◆ GOAL OF THE EXERCISE: Show, from the records below, all lines that contain the word "points".

___ RECORDS PROVIDED ___

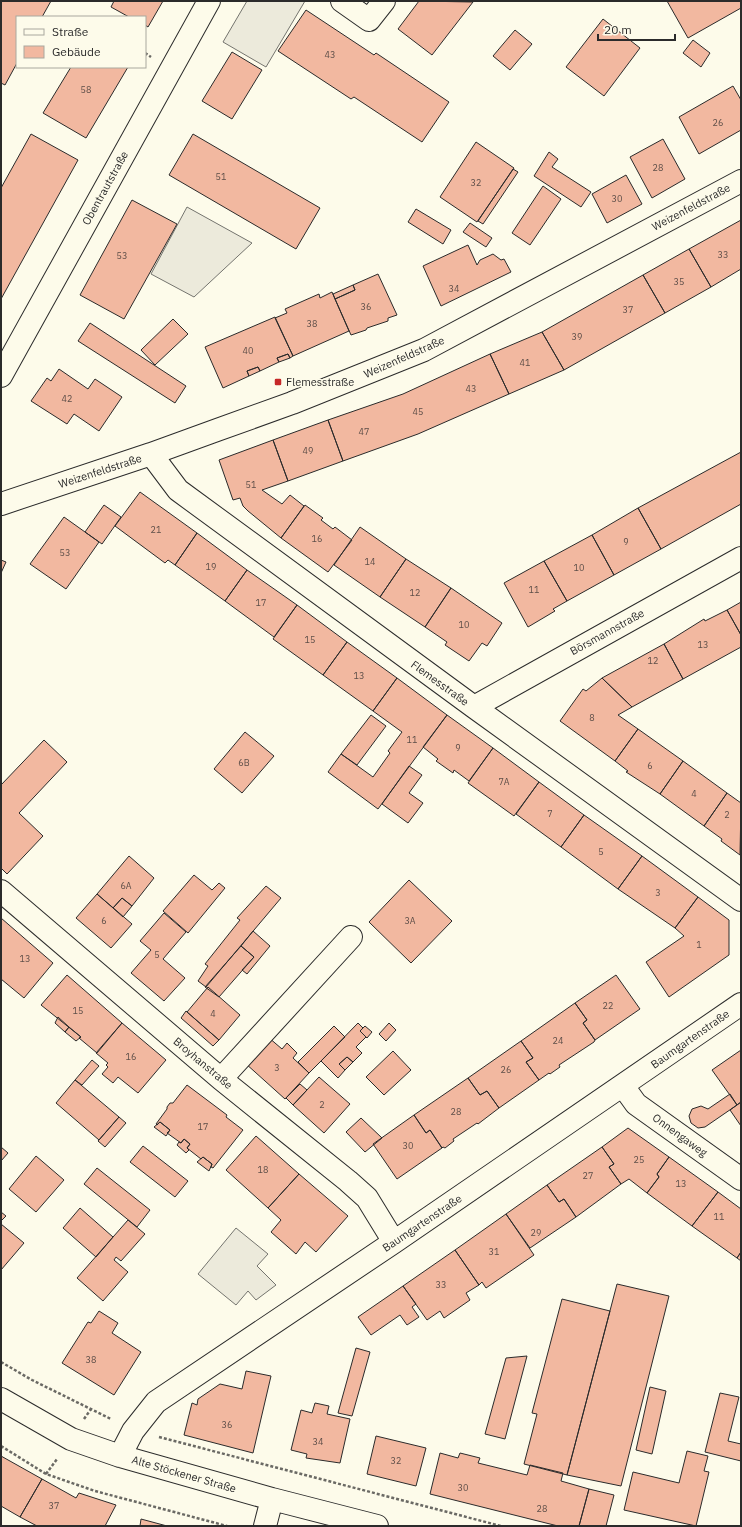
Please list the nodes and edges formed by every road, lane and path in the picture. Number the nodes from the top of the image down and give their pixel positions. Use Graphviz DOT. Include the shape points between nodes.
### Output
graph roads {
  1 [pos="209,1"];
  2 [pos="342,1"];
  3 [pos="384,1"];
  4 [pos="741,181"];
  5 [pos="1,376"];
  6 [pos="151,454"];
  7 [pos="1,504"];
  8 [pos="741,558"];
  9 [pos="474,707"];
  10 [pos="1,892"];
  11 [pos="741,900"];
  12 [pos="351,937"];
  13 [pos="741,1004"];
  14 [pos="221,1079"];
  15 [pos="623,1086"];
  16 [pos="741,1179"];
  17 [pos="394,1242"];
  18 [pos="1,1362"];
  19 [pos="1,1399"];
  20 [pos="133,1431"];
  21 [pos="1,1446"];
  22 [pos="120,1456"];
  23 [pos="272,1499"];
  24 [pos="227,1526"];
  25 [pos="265,1526"];
  26 [pos="377,1526"];
  27 [pos="501,1526"];
  1 -- 5 [label="street, Obentrautstraße"];
  2 -- 3 [label="street" via="369,20"];
  4 -- 6 [label="street, Weizenfeldstraße" via="424,350 292,403"];
  6 -- 7 [label="street, Weizenfeldstraße"];
  6 -- 9 [label="street, Flemesstraße" via="178,490"];
  8 -- 9 [label="street, Börsmannstraße"];
  9 -- 11 [label="street, Flemesstraße"];
  10 -- 14 [label="street, Broyhanstraße"];
  12 -- 14 [label="street"];
  13 -- 15 [label="street, Baumgartenstraße"];
  14 -- 17 [label="street, Broyhanstraße" via="367,1198"];
  15 -- 16 [label="street, Onnengaweg" via="636,1104"];
  15 -- 17 [label="street, Baumgartenstraße"];
  17 -- 20 [label="street, Baumgartenstraße" via="156,1402"];
  18 -- 20 [label="path"];
  19 -- 22 [label="street, Alte Stöckener Straße" via="71,1439"];
  20 -- 22 [label="street, Baumgartenstraße"];
  20 -- 27 [label="path"];
  21 -- 24 [label="path" via="46,1474 95,1491"];
  22 -- 23 [label="street, Alte Stöckener Straße"];
  23 -- 25 [label="street"];
  23 -- 26 [label="street, Alte Stöckener Straße"];
}
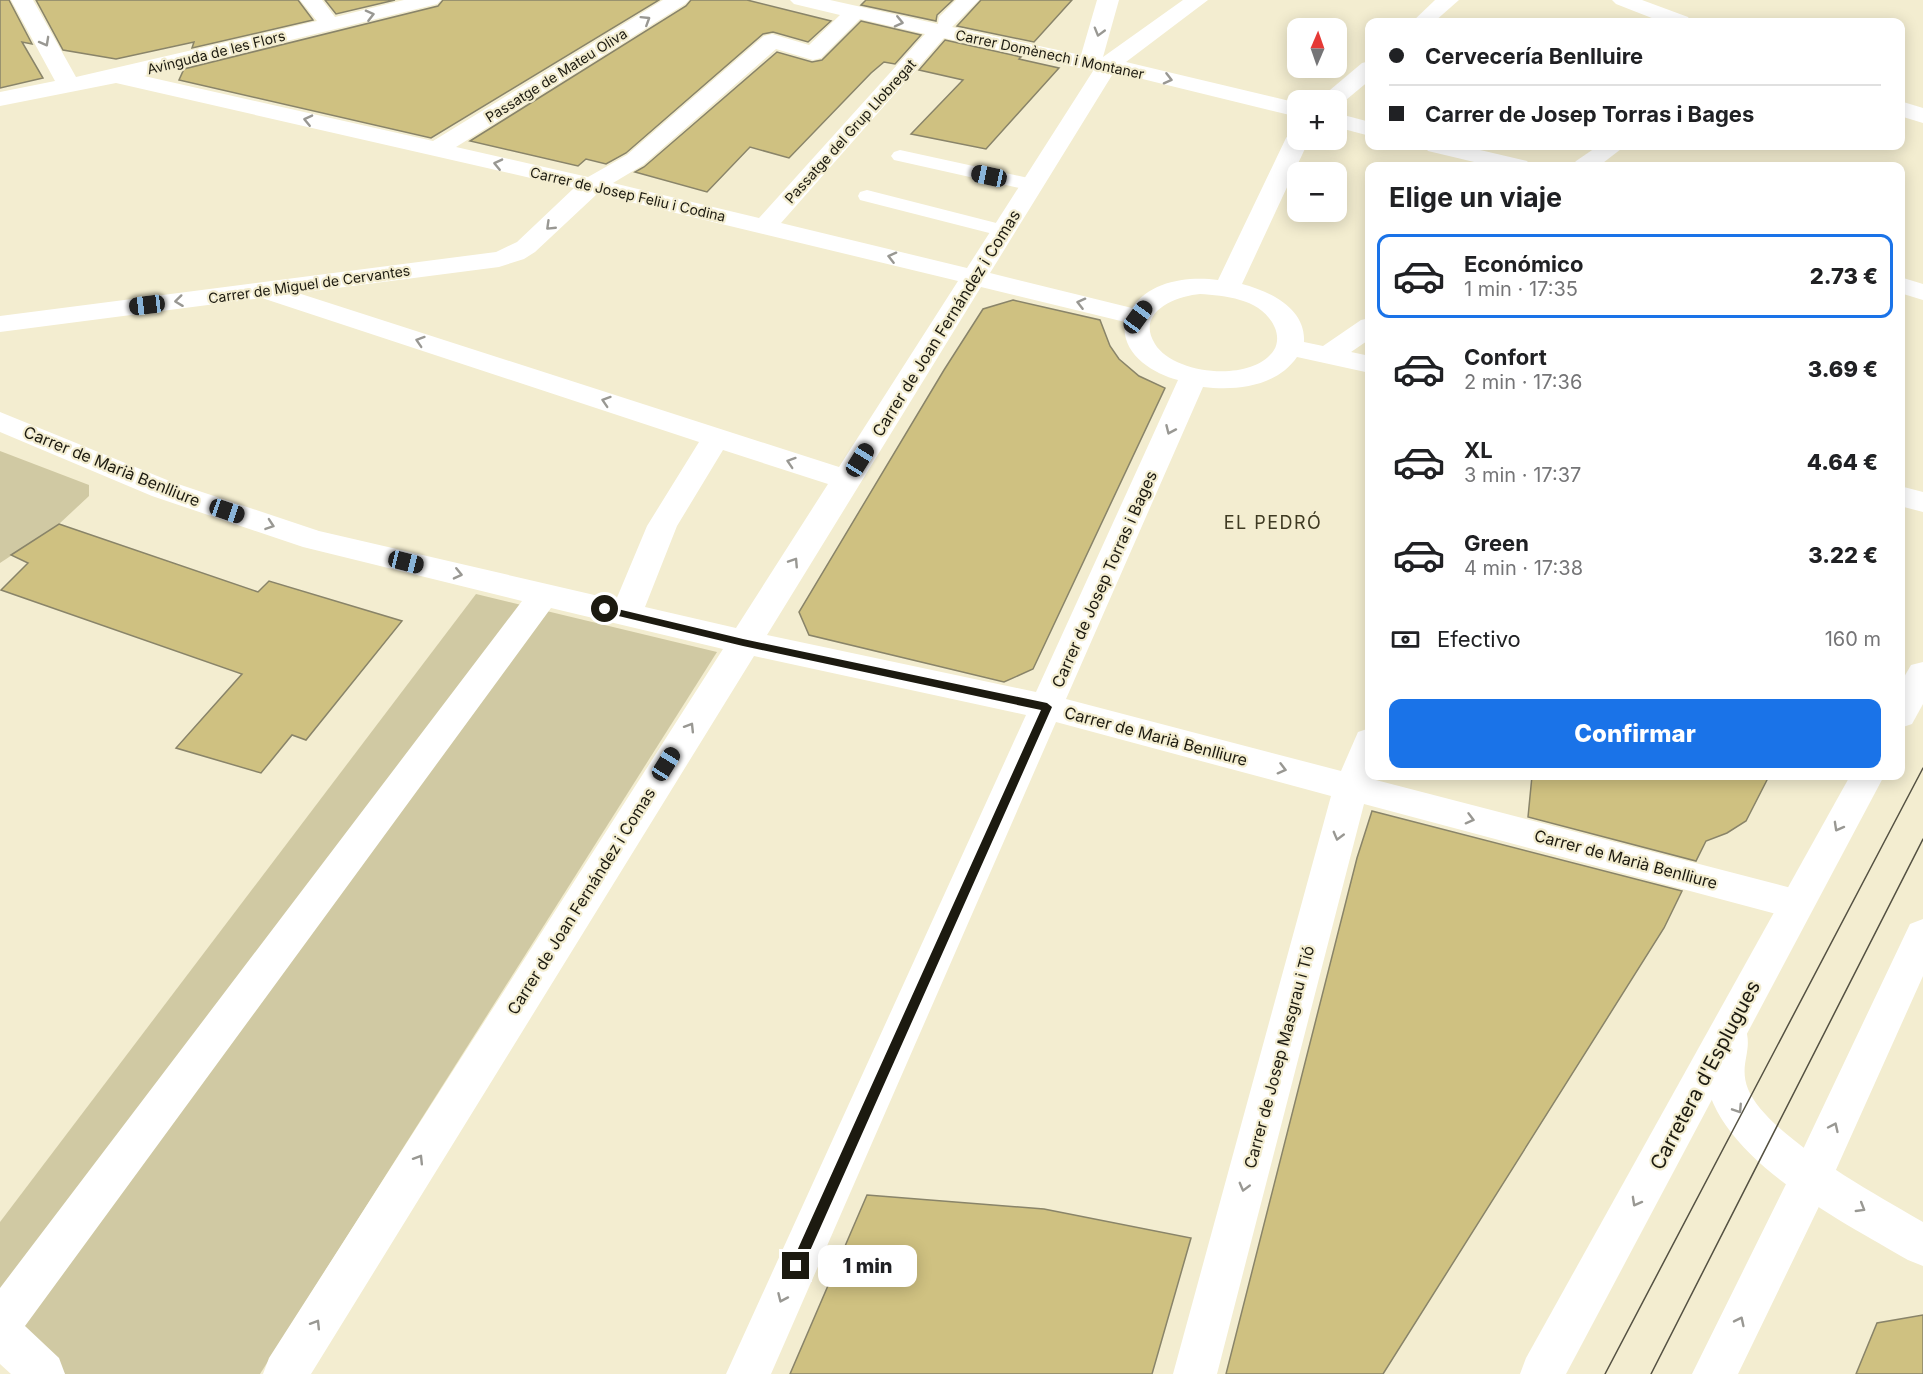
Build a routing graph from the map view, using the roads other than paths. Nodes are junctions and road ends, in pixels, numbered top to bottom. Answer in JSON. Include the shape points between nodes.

___

◆ WRITTEN ANSWER:
Please list the nodes and edges formed by every road, lane and path in the picture. Number the nodes from the top of the image down and give their pixel positions. Use Graphviz DOT. Include the shape points between nodes.
Build a routing graph from the map view, using the roads other than paths. Nodes are junctions and road ends, in pixels, numbered top to bottom. Answer in JSON. Include the shape points between nodes.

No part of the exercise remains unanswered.